= The Turkish harpist (Manuchehri) =

11th-century poem by Manuchehri

Manuchehri's Turkish harpist is a poem by the 11th-century Persian royal court poet Manuchehri. It is also known as Dar madh-e Espahbad Manūchehr ebn-e Qābūs (در مدح اسپهبد منوچهر ابن قابوس) "In praise of the Espahbad Manuchehr son of Qabus", or Qasida No. 39 in the collected works (Diwān) of Manuchehri.

The poem is a qasīda (praise poem, ode) in the Arabic style, consisting of 30 or 31 verses, all with the same rhyme. The first ten lines praise the beauty and skill of a harpist who is playing at the autumn festival of Mehrgan. Lines 11–16 describe the fierceness and warlike qualities of Manuchehr, to whom the poem is addressed; and lines 17–23 describe the ruler's splendid war horse. The poet goes on to encourage Manuchehr to enjoy the feast and ends with a prayer that his career will continue to be successful and glorious.

The poem is notable for its musical rhymes, such as čang čang ... sang sang ... tang tang, which imitate the thrumming of the harp (chang) and play on different meanings of the words.

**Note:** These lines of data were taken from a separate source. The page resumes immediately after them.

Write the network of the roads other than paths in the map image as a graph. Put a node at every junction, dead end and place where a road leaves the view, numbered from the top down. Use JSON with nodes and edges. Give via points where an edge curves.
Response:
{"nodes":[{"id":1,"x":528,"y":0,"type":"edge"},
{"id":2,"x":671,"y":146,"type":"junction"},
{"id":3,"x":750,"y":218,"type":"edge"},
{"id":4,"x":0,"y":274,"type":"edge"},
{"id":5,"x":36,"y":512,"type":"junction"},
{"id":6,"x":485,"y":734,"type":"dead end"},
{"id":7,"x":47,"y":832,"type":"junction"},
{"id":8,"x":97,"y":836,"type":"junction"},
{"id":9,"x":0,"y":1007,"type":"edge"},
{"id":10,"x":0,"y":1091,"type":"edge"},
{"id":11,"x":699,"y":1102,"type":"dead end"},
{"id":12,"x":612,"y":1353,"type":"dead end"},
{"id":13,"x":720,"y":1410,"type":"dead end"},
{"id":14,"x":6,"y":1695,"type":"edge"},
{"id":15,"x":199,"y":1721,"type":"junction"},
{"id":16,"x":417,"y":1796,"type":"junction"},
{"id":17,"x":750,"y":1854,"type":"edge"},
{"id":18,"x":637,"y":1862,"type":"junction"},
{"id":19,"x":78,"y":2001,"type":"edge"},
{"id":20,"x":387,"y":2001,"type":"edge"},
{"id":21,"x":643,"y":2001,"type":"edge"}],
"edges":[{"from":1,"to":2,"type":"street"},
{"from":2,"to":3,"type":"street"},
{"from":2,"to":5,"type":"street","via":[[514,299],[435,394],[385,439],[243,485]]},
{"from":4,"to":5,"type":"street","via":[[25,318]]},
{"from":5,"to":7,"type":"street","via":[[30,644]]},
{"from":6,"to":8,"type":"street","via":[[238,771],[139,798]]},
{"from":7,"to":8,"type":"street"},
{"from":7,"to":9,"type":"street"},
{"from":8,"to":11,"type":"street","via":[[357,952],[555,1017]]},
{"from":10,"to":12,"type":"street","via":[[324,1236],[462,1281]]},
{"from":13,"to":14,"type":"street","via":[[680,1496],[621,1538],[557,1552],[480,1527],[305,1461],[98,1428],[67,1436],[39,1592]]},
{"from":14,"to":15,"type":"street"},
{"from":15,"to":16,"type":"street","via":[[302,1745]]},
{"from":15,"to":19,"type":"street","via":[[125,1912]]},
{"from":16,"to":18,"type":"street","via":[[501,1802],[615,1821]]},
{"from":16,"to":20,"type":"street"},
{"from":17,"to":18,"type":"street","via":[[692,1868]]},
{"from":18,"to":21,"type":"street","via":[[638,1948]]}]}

As with many of Manuchehri's poems, he expresses his delight in the feast and the joys of life.

==Historical background==
Manuchehri's patron, after whom he took his pen-name Manuchehri, Manuchehr son of Qabus, was ruler of the region of Tabaristan, also known as Mazandaran, on the south side of the Caspian Sea. Manuchehr was not completely independent, but was a vassal of Sultan Mahmud of Ghazni (d. 1030). The title Espahbad or Espahbod was given to an army commander or minor ruler not directly appointed by the Sultan, but who was a vassal like Manuchehr or his father. The title goes back to pre-Islamic times.

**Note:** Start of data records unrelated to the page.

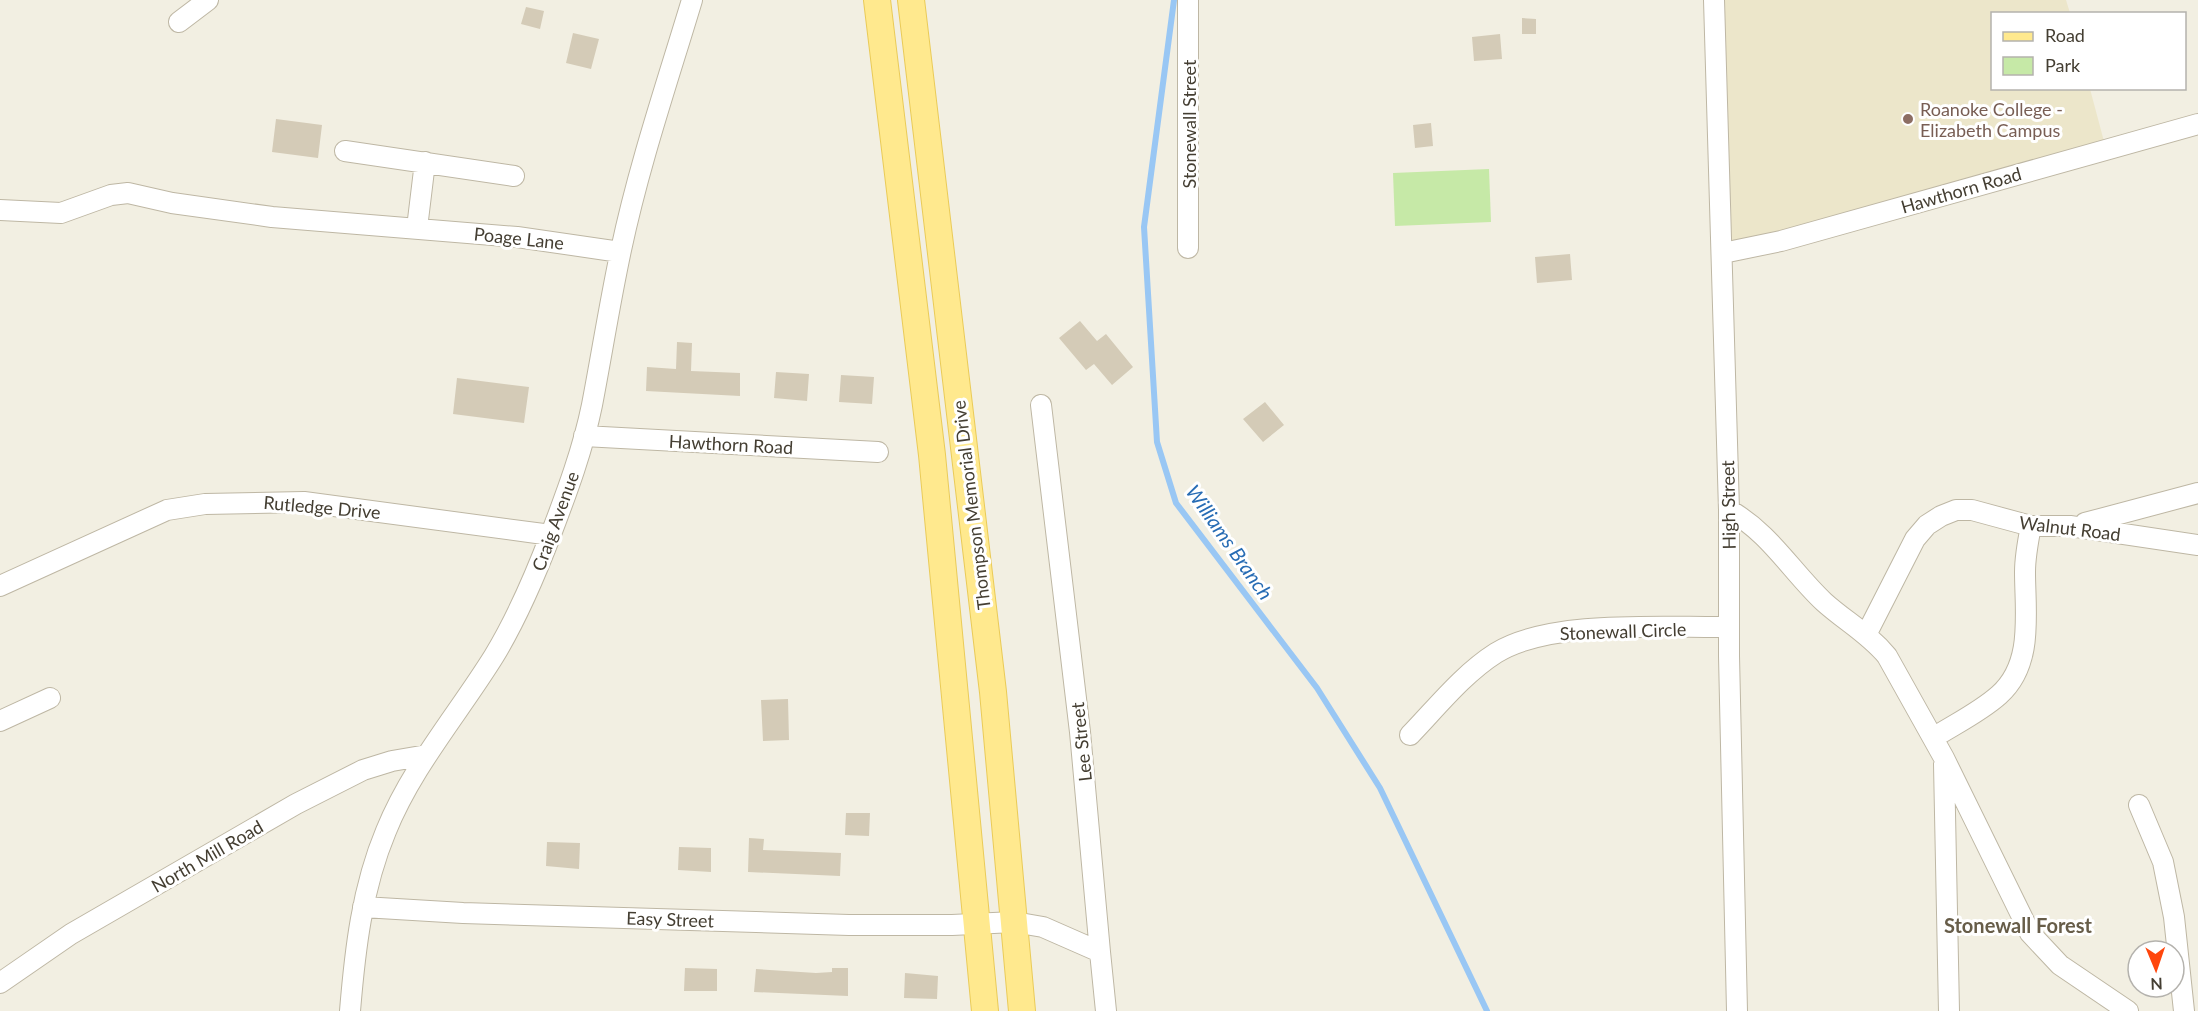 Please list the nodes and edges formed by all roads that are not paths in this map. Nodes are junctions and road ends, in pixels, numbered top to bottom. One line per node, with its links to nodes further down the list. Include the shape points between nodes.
1 (208, 0): 7 (street)
2 (692, 0): 15 (street, Craig Avenue, via 637,181)
3 (877, 0): 38 (main road, Thompson Memorial Drive, via 932,455)
4 (910, 0): 37 (main road, Thompson Memorial Drive, via 993,692)
5 (1188, 0): 14 (street, Stonewall Street)
6 (1714, 0): 16 (street, High Street)
7 (179, 22)
8 (2198, 124): 16 (street, Hawthorn Road, via 1781,241)
9 (345, 151): 10 (street)
10 (425, 162): 11 (street); 13 (street)
11 (514, 176)
12 (0, 210): 13 (street, Poage Lane, via 61,213 111,195 128,194 272,217)
13 (417, 228): 15 (street, Poage Lane)
14 (1188, 248)
15 (620, 252): 18 (street, Craig Avenue)
16 (1723, 253): 21 (street, High Street)
17 (1041, 405): 39 (street, Lee Street, via 1080,732)
18 (584, 436): 19 (street, Hawthorn Road); 24 (street, Craig Avenue)
19 (878, 452)
20 (2198, 493): 23 (street)
21 (1729, 510): 27 (street, High Street); 28 (street, via 1747,520 1824,602)
22 (2031, 526): 23 (street, Walnut Road); 28 (street, Walnut Road, via 1972,510 1956,510 1927,525 1915,539); 32 (street, via 2025,572 2026,631 2012,681 1981,709)
23 (2070, 526): 25 (street, Walnut Road)
24 (551, 535): 26 (street, Rutledge Drive, via 303,502 205,504 167,510); 33 (street, Craig Avenue, via 500,646)
25 (2198, 546)
26 (0, 586)
27 (1729, 627): 31 (street, Stonewall Circle, via 1569,630 1523,640 1472,670); 45 (street, High Street)
28 (1866, 635): 32 (street, via 1887,656)
29 (50, 698): 30 (street)
30 (0, 721)
31 (1410, 735)
32 (1933, 738): 34 (street)
33 (427, 755): 36 (street, Craig Avenue, via 386,831); 40 (street, North Mill Road, via 363,770 296,804 71,934)
34 (1944, 758): 46 (street); 47 (street, via 2030,933 2060,965)
35 (2139, 805): 48 (street, via 2163,862 2174,917)
36 (363, 907): 38 (street, Easy Street, via 849,925); 41 (street, Craig Avenue)
37 (1014, 922): 38 (street); 39 (street, via 1043,927); 43 (main road, Thompson Memorial Drive)
38 (977, 924): 42 (main road, Thompson Memorial Drive)
39 (1100, 952): 44 (street, Lee Street)
40 (0, 983)
41 (350, 1011)
42 (985, 1011)
43 (1022, 1011)
44 (1106, 1011)
45 (1737, 1011)
46 (1949, 1011)
47 (2128, 1011)
48 (2184, 1011)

Manuchehr died c. 1030, so the poem was evidently written therefore before this date. Sometime after Manuchehr's death, Manuchehri migrated to Ghazni (in present-day Afghanistan) where he became a court poet to Mahmud's son, Masʽud I.

The poem was written to celebrate Mehrgān (also pronounced Mehregān or Mehragān), an autumn festival dating back to pre-Islamic times which is held 195 days after the spring festival of Nowruz.

==Sex of the harpist==
The sex of the harpist is not completely clear. Although harpists were often illustrated as female, yet the instrument was also played by men: both Rudaki and Manuchehri's contemporary Farrokhi are said to have been excellent harpists. It was possible for the same person to be both a soldier and to play the harp, as this verse of Farrokhi, in another qasida using the rhyme -ang and playing on the two meanings of čang, makes clear:
برکش ای تُرک و بیکسو فکن این جامه جنگ
چنگ برگیر و بنه درقه و شمشیر از چنگ

bar-kaš ey Tork o be yek sū fekan īn jāme-ye jang
čang bar-gīr o beneh darqe (w)o šamšīr az čang

Take off, o Turk, and throw aside these clothes of war!
Pick up the harp (čang) and put down the shield and sword from your hand (čang)!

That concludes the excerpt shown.